----- Study material

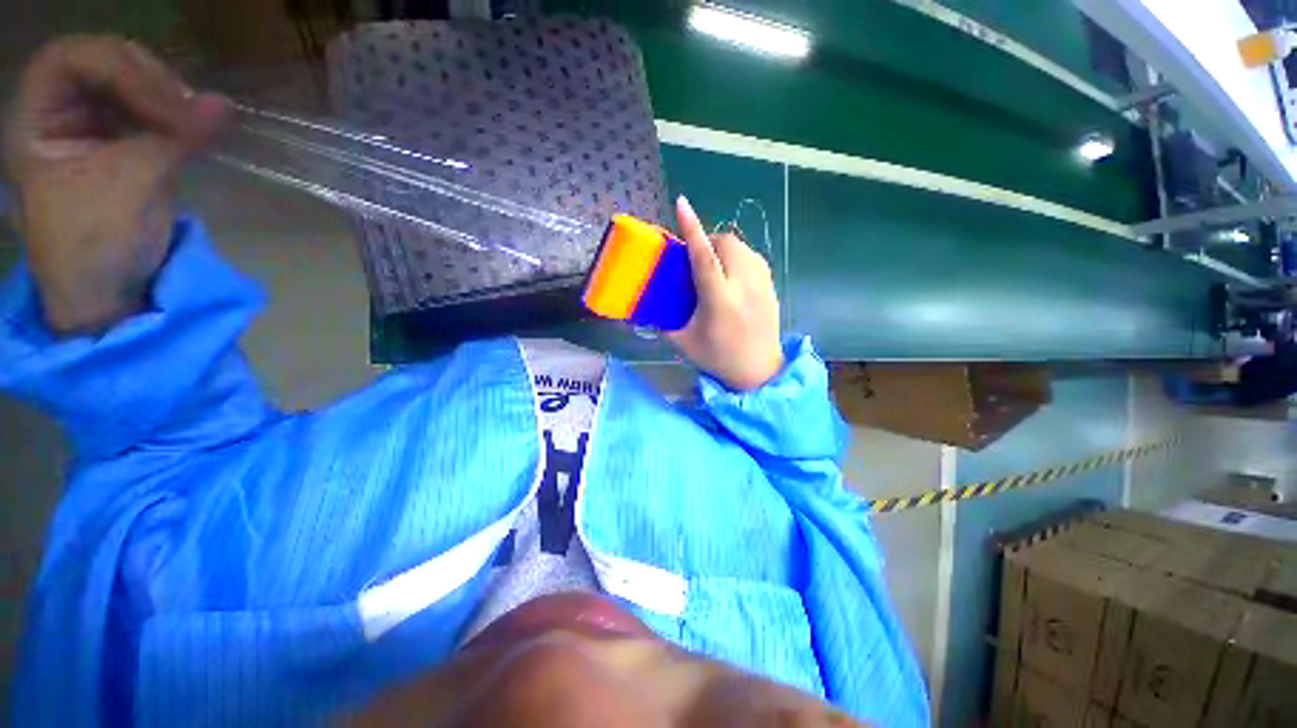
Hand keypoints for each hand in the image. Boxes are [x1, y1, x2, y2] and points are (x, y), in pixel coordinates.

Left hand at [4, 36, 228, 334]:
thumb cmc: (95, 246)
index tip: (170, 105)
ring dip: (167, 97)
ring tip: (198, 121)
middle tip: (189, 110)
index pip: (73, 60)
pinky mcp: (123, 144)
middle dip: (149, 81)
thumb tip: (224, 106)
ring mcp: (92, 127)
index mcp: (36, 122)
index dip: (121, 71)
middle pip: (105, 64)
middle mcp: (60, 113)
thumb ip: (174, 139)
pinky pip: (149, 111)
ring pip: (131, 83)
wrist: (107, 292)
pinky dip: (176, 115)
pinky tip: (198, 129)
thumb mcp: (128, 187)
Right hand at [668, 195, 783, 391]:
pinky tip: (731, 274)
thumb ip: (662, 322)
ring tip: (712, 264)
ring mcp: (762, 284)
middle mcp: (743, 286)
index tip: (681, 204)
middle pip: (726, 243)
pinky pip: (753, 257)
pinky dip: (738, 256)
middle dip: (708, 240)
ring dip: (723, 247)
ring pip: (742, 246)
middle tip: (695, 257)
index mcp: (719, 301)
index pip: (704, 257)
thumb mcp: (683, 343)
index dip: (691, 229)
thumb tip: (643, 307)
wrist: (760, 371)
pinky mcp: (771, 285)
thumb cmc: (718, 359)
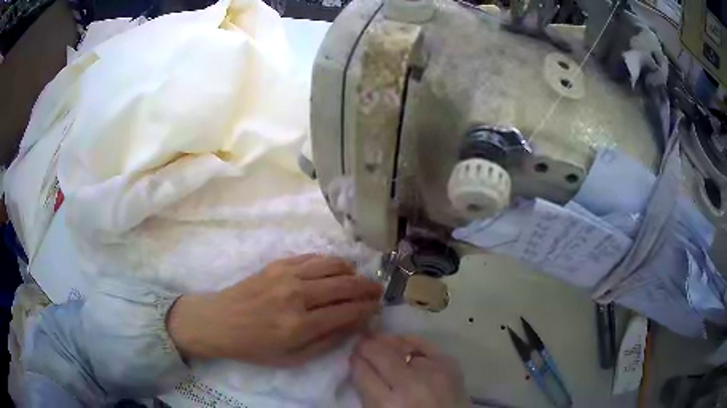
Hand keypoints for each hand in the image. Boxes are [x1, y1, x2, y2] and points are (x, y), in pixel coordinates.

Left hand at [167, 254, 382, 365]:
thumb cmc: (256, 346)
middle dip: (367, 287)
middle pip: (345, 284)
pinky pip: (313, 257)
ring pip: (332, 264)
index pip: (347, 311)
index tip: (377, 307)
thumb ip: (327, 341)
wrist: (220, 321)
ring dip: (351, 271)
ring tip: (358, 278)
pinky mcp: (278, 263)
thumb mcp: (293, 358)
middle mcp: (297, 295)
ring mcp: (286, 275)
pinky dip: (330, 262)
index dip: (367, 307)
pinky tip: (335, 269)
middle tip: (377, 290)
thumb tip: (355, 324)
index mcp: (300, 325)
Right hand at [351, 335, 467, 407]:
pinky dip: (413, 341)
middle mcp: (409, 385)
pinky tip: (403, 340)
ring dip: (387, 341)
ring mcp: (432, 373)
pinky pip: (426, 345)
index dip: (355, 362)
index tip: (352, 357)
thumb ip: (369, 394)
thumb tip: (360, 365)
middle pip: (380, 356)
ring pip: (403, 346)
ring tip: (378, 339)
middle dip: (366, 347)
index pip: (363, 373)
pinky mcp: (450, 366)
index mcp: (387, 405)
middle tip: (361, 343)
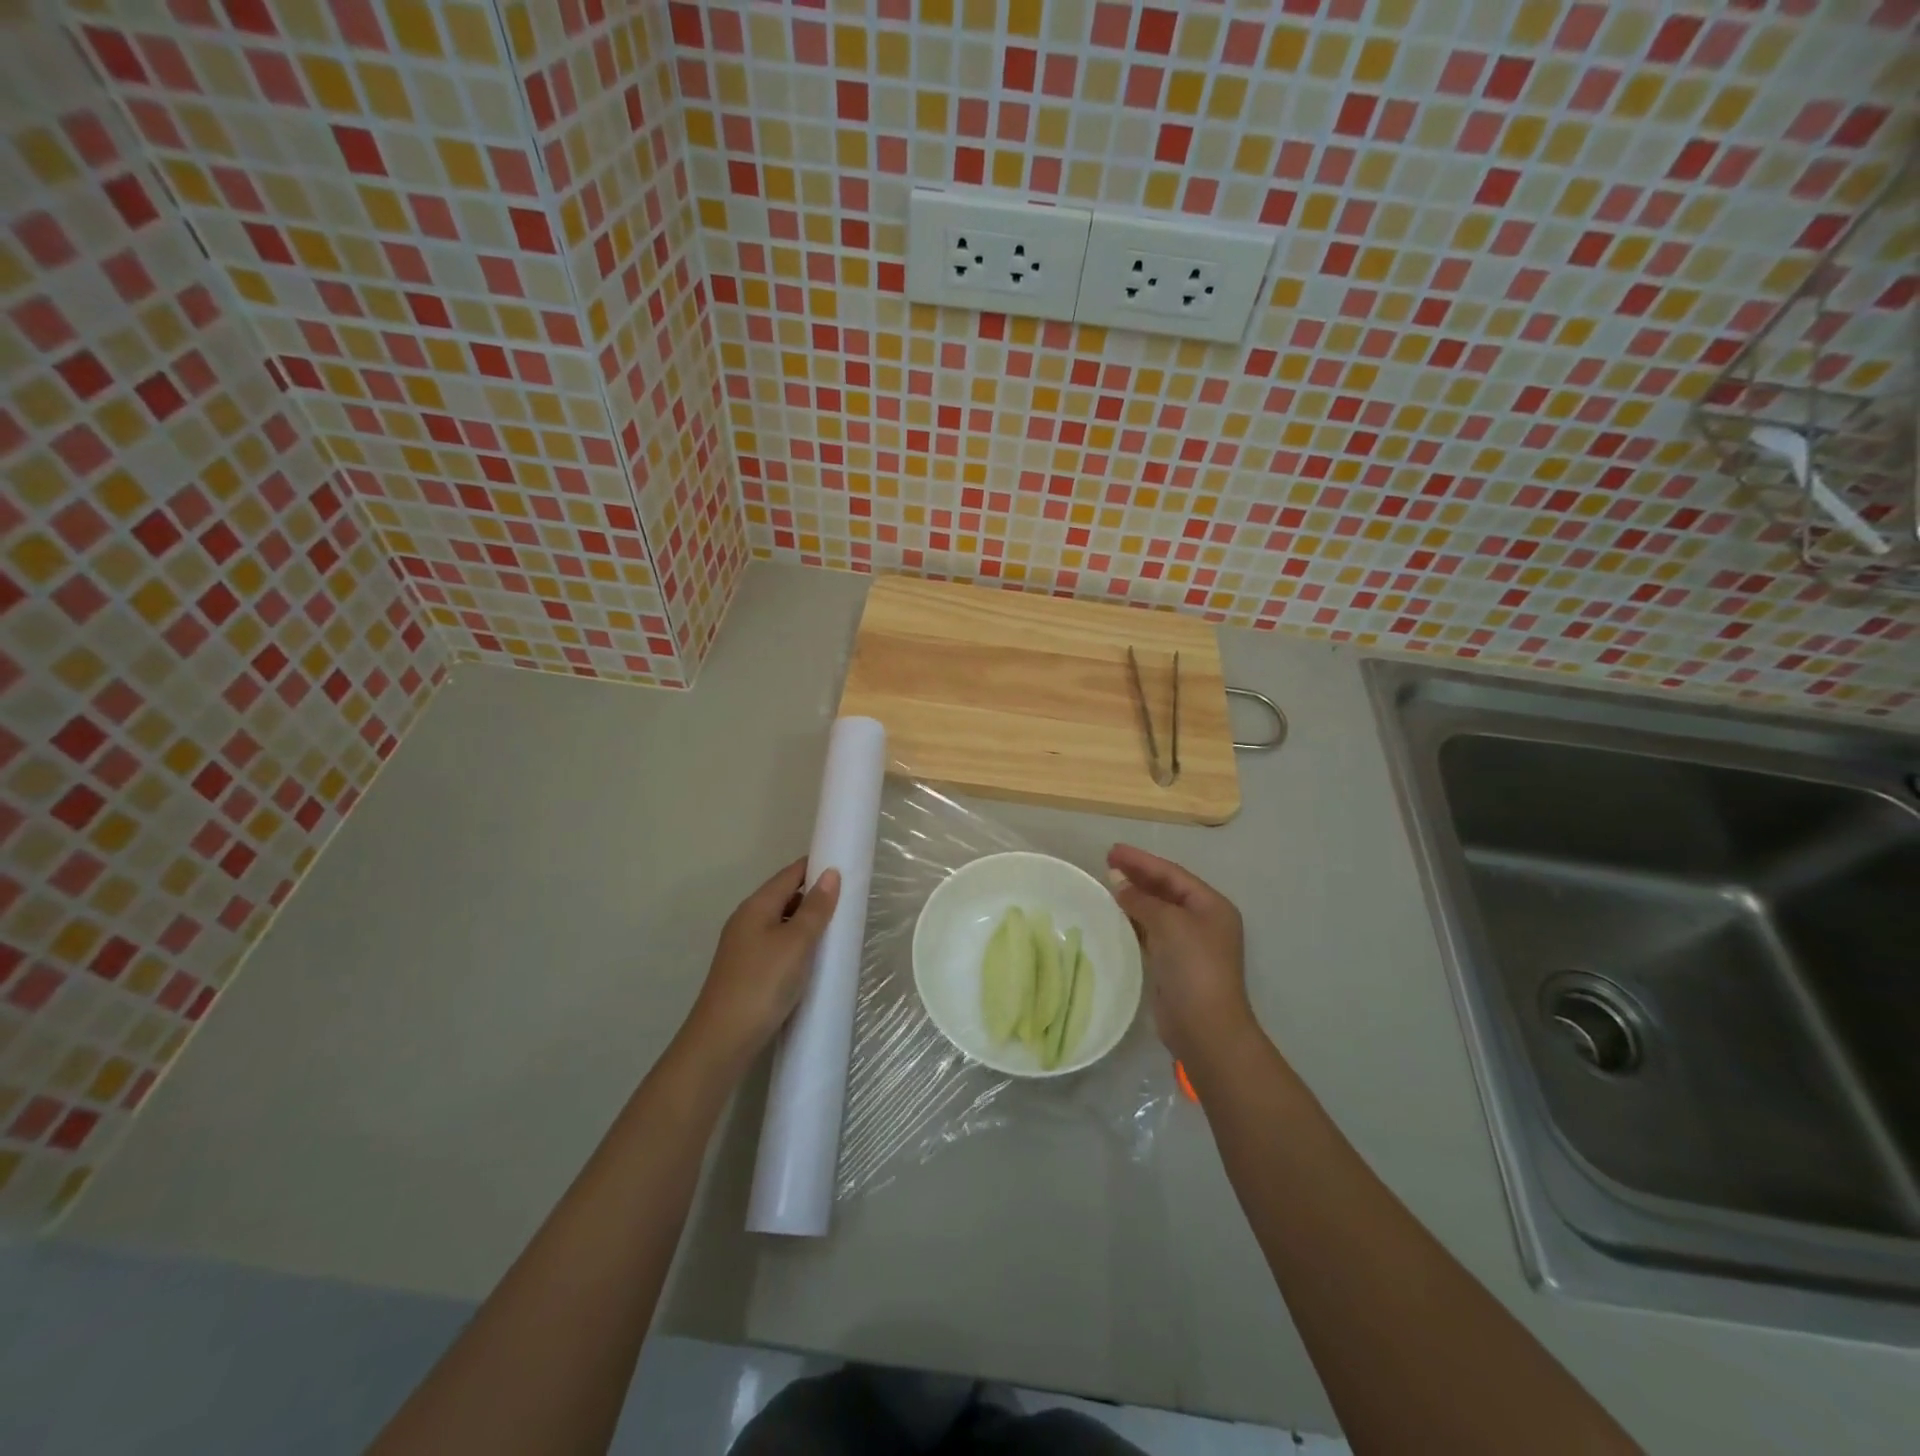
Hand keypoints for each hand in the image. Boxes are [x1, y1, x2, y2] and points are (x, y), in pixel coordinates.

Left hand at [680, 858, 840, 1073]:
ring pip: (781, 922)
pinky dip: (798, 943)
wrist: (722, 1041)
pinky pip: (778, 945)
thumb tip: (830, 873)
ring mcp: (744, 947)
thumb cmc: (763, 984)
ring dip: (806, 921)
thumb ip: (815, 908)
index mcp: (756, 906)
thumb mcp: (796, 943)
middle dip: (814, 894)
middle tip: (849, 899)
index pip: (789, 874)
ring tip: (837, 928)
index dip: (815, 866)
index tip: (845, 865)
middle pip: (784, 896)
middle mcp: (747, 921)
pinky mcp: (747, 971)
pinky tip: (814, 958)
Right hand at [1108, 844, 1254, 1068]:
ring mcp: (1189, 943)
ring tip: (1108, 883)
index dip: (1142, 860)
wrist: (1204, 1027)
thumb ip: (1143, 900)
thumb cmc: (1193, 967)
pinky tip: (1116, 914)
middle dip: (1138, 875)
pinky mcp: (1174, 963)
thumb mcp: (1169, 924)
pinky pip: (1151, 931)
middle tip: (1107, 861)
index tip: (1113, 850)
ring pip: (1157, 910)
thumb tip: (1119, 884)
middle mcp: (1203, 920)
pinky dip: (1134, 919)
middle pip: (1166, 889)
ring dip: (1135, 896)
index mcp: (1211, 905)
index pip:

----------

Your output must be one number: how many lines of the listing include "Left".

3